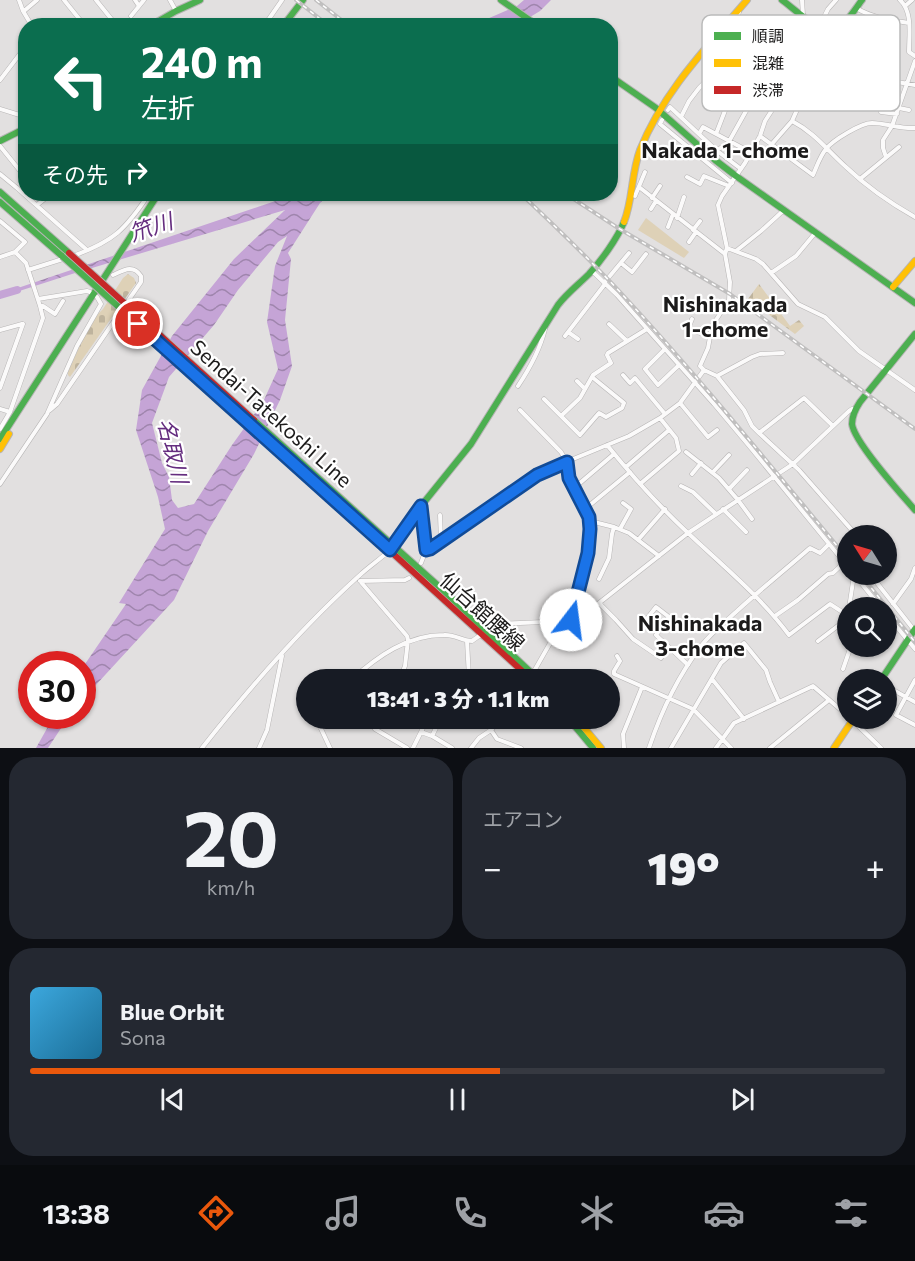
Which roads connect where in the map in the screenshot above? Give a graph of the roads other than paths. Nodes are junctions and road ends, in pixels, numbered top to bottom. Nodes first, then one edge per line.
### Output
1 (19, 0) edge
2 (37, 0) edge
3 (64, 0) edge
4 (96, 0) edge
5 (135, 0) edge
6 (144, 0) edge
7 (170, 0) edge
8 (200, 0) edge
9 (282, 0) edge
10 (303, 0) edge
11 (501, 0) edge
12 (747, 0) edge
13 (782, 0) edge
14 (802, 0) edge
15 (831, 0) edge
16 (836, 0) edge
17 (862, 0) edge
18 (900, 0) edge
19 (912, 0) edge
20 (139, 6) junction
21 (905, 6) junction
22 (855, 8) junction
23 (739, 9) junction
24 (828, 9) junction
25 (23, 11) junction
26 (176, 11) junction
27 (734, 15) edge
28 (737, 15) edge
29 (799, 15) edge
30 (801, 15) edge
31 (825, 15) edge
32 (849, 15) edge
33 (870, 15) edge
34 (131, 16) dead end
35 (27, 18) edge
36 (79, 18) edge
37 (111, 18) edge
38 (164, 18) edge
39 (270, 18) edge
40 (289, 18) edge
41 (527, 18) edge
42 (900, 22) edge
43 (909, 23) junction
44 (702, 53) edge
45 (18, 56) edge
46 (915, 56) edge
47 (915, 61) edge
48 (0, 80) edge
49 (618, 82) edge
50 (900, 83) edge
51 (906, 84) junction
52 (702, 85) edge
53 (915, 85) edge
54 (900, 105) edge
55 (900, 108) edge
56 (0, 109) edge
57 (658, 110) junction
58 (668, 110) dead end
59 (909, 110) dead end
60 (725, 111) edge
61 (746, 111) edge
62 (772, 111) edge
63 (796, 111) edge
64 (898, 111) edge
65 (881, 112) dead end
66 (897, 114) junction
67 (18, 115) edge
68 (681, 117) junction
69 (662, 120) dead end
70 (792, 121) junction
71 (892, 126) junction
72 (915, 128) edge
73 (18, 132) edge
74 (699, 134) junction
75 (716, 134) junction
76 (760, 136) junction
77 (0, 141) edge
78 (729, 141) junction
79 (0, 146) edge
80 (771, 146) junction
81 (827, 147) junction
82 (899, 147) dead end
83 (716, 150) junction
84 (750, 152) junction
85 (886, 157) junction
86 (18, 168) edge
87 (741, 169) junction
88 (645, 172) dead end
89 (0, 174) edge
90 (687, 177) dead end
91 (860, 179) junction
92 (732, 182) junction
93 (660, 186) dead end
94 (639, 187) junction
95 (18, 189) edge
96 (0, 192) edge
97 (634, 196) dead end
98 (684, 197) dead end
99 (654, 200) junction
100 (32, 201) edge
101 (43, 201) edge
102 (144, 201) edge
103 (153, 201) edge
104 (0, 202) edge
105 (38, 206) junction
106 (651, 209) dead end
107 (784, 210) junction
108 (673, 214) junction
109 (915, 217) edge
110 (677, 218) junction
111 (0, 221) edge
112 (700, 221) dead end
113 (668, 227) dead end
114 (694, 231) junction
115 (816, 232) junction
116 (689, 242) dead end
117 (727, 248) junction
118 (88, 250) junction
119 (736, 251) junction
120 (15, 252) junction
121 (629, 253) dead end
122 (646, 254) dead end
123 (725, 254) junction
124 (65, 255) junction
125 (0, 257) edge
126 (915, 261) edge
127 (621, 263) junction
128 (592, 270) junction
129 (29, 271) junction
130 (771, 273) junction
131 (110, 274) junction
132 (605, 284) junction
133 (893, 287) junction
134 (90, 292) dead end
135 (97, 297) dead end
136 (38, 298) junction
137 (63, 301) dead end
138 (915, 303) edge
139 (40, 306) junction
140 (692, 319) dead end
141 (609, 324) dead end
142 (546, 325) junction
143 (647, 329) junction
144 (0, 330) edge
145 (72, 330) junction
146 (915, 334) edge
147 (710, 336) junction
148 (578, 339) dead end
149 (627, 341) junction
150 (665, 349) junction
151 (783, 353) dead end
152 (679, 365) junction
153 (886, 369) junction
154 (704, 370) junction
155 (623, 375) dead end
156 (717, 376) junction
157 (592, 377) junction
158 (577, 381) dead end
159 (695, 383) junction
160 (518, 386) dead end
161 (0, 387) edge
162 (585, 389) junction
163 (915, 390) edge
164 (544, 399) dead end
165 (680, 403) junction
166 (0, 409) edge
167 (49, 410) junction
168 (520, 410) dead end
169 (855, 410) junction
170 (10, 412) junction
171 (664, 414) junction
172 (561, 416) junction
173 (660, 418) junction
174 (833, 426) junction
175 (0, 429) edge
176 (669, 430) junction
177 (717, 430) dead end
178 (759, 433) junction
179 (0, 439) edge
180 (607, 445) junction
181 (0, 449) edge
182 (686, 452) dead end
183 (614, 454) junction
184 (729, 455) dead end
185 (567, 462) junction
186 (701, 463) junction
187 (793, 464) junction
188 (626, 467) junction
189 (747, 470) dead end
190 (630, 472) junction
191 (713, 472) junction
192 (692, 474) dead end
193 (774, 476) junction
194 (0, 483) edge
195 (640, 484) junction
196 (681, 486) dead end
197 (574, 488) junction
198 (729, 489) junction
199 (738, 500) junction
200 (623, 503) dead end
201 (913, 505) edge
202 (421, 506) junction
203 (585, 509) junction
204 (664, 509) junction
205 (723, 509) junction
206 (716, 514) junction
207 (440, 515) dead end
208 (752, 519) dead end
209 (590, 521) junction
210 (848, 525) edge
211 (614, 526) junction
212 (620, 529) junction
213 (746, 532) dead end
214 (688, 533) junction
215 (638, 540) junction
216 (441, 541) junction
217 (385, 543) joint
218 (829, 544) junction
219 (391, 548) junction
220 (426, 550) junction
221 (837, 552) edge
222 (659, 556) junction
223 (421, 563) dead end
224 (915, 568) edge
225 (837, 569) edge
226 (409, 578) dead end
227 (599, 579) dead end
228 (360, 581) junction
229 (353, 582) junction
230 (878, 585) edge
231 (755, 595) junction
232 (851, 597) edge
233 (872, 597) edge
234 (888, 597) edge
235 (897, 598) edge
236 (599, 603) junction
237 (837, 609) edge
238 (897, 609) edge
239 (775, 616) junction
240 (571, 620) junction
241 (562, 621) junction
242 (642, 625) dead end
243 (837, 628) edge
244 (897, 628) edge
245 (915, 630) edge
246 (484, 632) junction
247 (408, 640) junction
248 (907, 640) junction
249 (467, 641) junction
250 (818, 641) dead end
251 (915, 649) edge
252 (282, 654) junction
253 (617, 656) dead end
254 (847, 657) edge
255 (661, 658) dead end
256 (688, 665) junction
257 (364, 669) edge
258 (404, 669) edge
259 (469, 669) edge
260 (522, 669) edge
261 (536, 669) edge
262 (843, 669) dead end
263 (888, 669) edge
264 (712, 679) junction
265 (915, 680) edge
266 (642, 687) junction
267 (897, 692) edge
268 (906, 697) junction
269 (669, 699) junction
270 (829, 700) junction
271 (779, 702) junction
272 (915, 702) edge
273 (837, 707) edge
274 (693, 710) junction
275 (744, 719) junction
276 (915, 725) edge
277 (321, 729) edge
278 (375, 729) dead end
279 (422, 729) edge
280 (436, 729) edge
281 (577, 729) edge
282 (585, 729) edge
283 (845, 729) edge
284 (862, 729) edge
285 (491, 730) joint
286 (421, 732) junction
287 (432, 736) junction
288 (722, 739) junction
289 (202, 748) edge
290 (259, 748) edge
291 (330, 748) edge
292 (407, 748) edge
293 (413, 748) edge
294 (452, 748) edge
295 (471, 748) edge
296 (521, 748) edge
297 (593, 748) edge
298 (601, 748) edge
299 (624, 748) edge
300 (649, 748) edge
301 (671, 748) edge
302 (716, 748) edge
303 (731, 748) edge
304 (770, 748) edge
305 (834, 748) edge
306 (881, 748) edge

1 - 25 street
2 - 25 street
3 - 36 street
4 - 37 street
5 - 20 street
6 - 20 street
7 - 26 street
8 - 26 main road
9 - 39 street
10 - 40 main road
11 - 41 main road
12 - 23 main road
13 - 29 main road
14 - 30 street
15 - 24 street
16 - 24 street
17 - 22 main road
18 - 21 street
19 - 21 street
20 - 34 street
21 - 43 street
22 - 32 main road
22 - 33 street
23 - 27 main road
23 - 28 street
24 - 31 street
25 - 35 street
26 - 38 main road
42 - 43 street
43 - 46 street
44 - 57 main road
45 - 48 street
47 - 51 street
49 - 57 main road
50 - 51 street
51 - 53 street
51 - 54 street
52 - 68 street
55 - 59 street
56 - 67 street
57 - 92 main road
57 - 128 main road
58 - 68 street
60 - 75 street
61 - 78 street
62 - 76 street
63 - 70 street
64 - 66 street
65 - 66 street
66 - 71 street
68 - 74 street
69 - 92 street
70 - 80 street
70 - 81 street
71 - 72 street
71 - 81 street
71 - 85 street
73 - 77 main road
74 - 75 street
74 - 83 street
75 - 78 street
76 - 80 street
76 - 84 street
78 - 83 street
78 - 84 street
79 - 86 street
80 - 81 street
81 - 91 street
82 - 85 street
83 - 87 street
84 - 87 street
85 - 91 street
87 - 92 street
88 - 94 street
89 - 95 street
90 - 92 street
91 - 109 street
92 - 107 main road
92 - 117 street
93 - 99 street
94 - 97 street
94 - 99 street
96 - 124 main road, Sendai-Tatekoshi Line
98 - 110 street
99 - 106 street
99 - 108 street
100 - 105 street
101 - 105 street
102 - 118 street
103 - 131 main road
104 - 124 main road, Sendai-Tatekoshi Line
105 - 118 street
107 - 115 main road
107 - 119 street
108 - 110 street
108 - 113 street
110 - 114 street
111 - 120 street
112 - 114 street
114 - 116 street
114 - 123 street
115 - 130 street
115 - 133 main road
117 - 119 street
117 - 123 street
118 - 129 street
119 - 130 street
120 - 125 street
120 - 129 street
121 - 127 street
122 - 127 street
123 - 147 street
124 - 217 main road, Sendai-Tatekoshi Line, bridge
126 - 133 main road
127 - 132 street
128 - 132 street
128 - 142 main road
129 - 136 street
130 - 153 street
131 - 145 main road
131 - 167 street
132 - 143 street
132 - 148 street
133 - 138 main road
134 - 136 street
135 - 167 street
136 - 139 street
137 - 139 street
139 - 170 street
140 - 147 street
141 - 149 street
142 - 160 street
142 - 202 main road
143 - 149 street
143 - 150 street
144 - 161 street
145 - 179 main road
145 - 181 main road
146 - 153 main road
147 - 154 street
149 - 157 street
150 - 152 street
150 - 152 street
151 - 156 street
152 - 159 street
153 - 163 street
153 - 169 main road
154 - 156 street
154 - 159 street
155 - 171 street
156 - 178 street
157 - 162 street
157 - 172 street
158 - 162 street
159 - 165 street
159 - 193 street
162 - 172 street
164 - 172 street
165 - 171 street
165 - 177 street
166 - 170 street
167 - 194 street
168 - 185 street
169 - 174 street
169 - 201 main road
170 - 175 street
171 - 173 street
173 - 176 street
173 - 180 street
174 - 178 street
174 - 187 street
176 - 188 street
176 - 195 street
178 - 187 street
180 - 183 street
180 - 185 street
182 - 186 street
183 - 188 street
183 - 197 street
184 - 191 street
185 - 197 street
185 - 216 street
186 - 191 street
186 - 192 street
187 - 193 street
187 - 210 street
188 - 190 street
189 - 198 street
190 - 195 street
190 - 203 street
191 - 198 street
193 - 199 street
193 - 218 street
195 - 204 street
196 - 206 street
197 - 203 street
198 - 199 street
199 - 205 street
199 - 208 street
200 - 212 street
202 - 219 main road
202 - 220 street
203 - 209 street
204 - 214 street
204 - 215 street
205 - 206 street
205 - 213 street
206 - 214 street
207 - 216 street
209 - 211 street
209 - 240 street
211 - 212 street
211 - 227 street
212 - 215 street
214 - 222 street
214 - 231 street
215 - 222 street
216 - 220 street
217 - 219 main road, 仙台館腰線
218 - 221 street
218 - 231 street
219 - 229 street
219 - 246 main road, 仙台館腰線
220 - 223 street
222 - 236 street
224 - 235 street
225 - 239 street
226 - 228 street
228 - 229 street
228 - 247 street
229 - 252 street
230 - 234 street
231 - 239 street
231 - 256 street
232 - 233 street
236 - 240 street
236 - 255 street
237 - 239 street
238 - 245 street
240 - 241 street
241 - 246 street
241 - 261 street
242 - 256 street
243 - 250 street
244 - 248 street
245 - 248 main road
246 - 249 street
246 - 260 main road, 仙台館腰線
247 - 249 street
247 - 257 street
247 - 258 street
248 - 251 street
248 - 263 main road
249 - 259 street
252 - 289 street
252 - 290 street
253 - 266 street
254 - 262 street
256 - 269 street
264 - 271 street
264 - 274 street
264 - 275 street
265 - 268 street
266 - 269 street
266 - 299 street
267 - 268 street
268 - 272 street
268 - 276 street
269 - 274 street
269 - 300 street
270 - 271 street
270 - 273 street
270 - 304 street
271 - 275 street
274 - 288 street
274 - 301 street
275 - 288 street
277 - 291 street
278 - 292 street
279 - 286 street
280 - 287 street
281 - 297 main road
282 - 298 main road
283 - 305 main road
284 - 306 street
285 - 295 street
285 - 296 street
286 - 287 street
286 - 293 street
287 - 294 street
288 - 302 street
288 - 303 street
........
## [WHAT IS EXPECTED]
Return every line of the data above in which "Tatekoshi" appears.

## [COMPLETED EXERCISE]
96 - 124 main road, Sendai-Tatekoshi Line
104 - 124 main road, Sendai-Tatekoshi Line
124 - 217 main road, Sendai-Tatekoshi Line, bridge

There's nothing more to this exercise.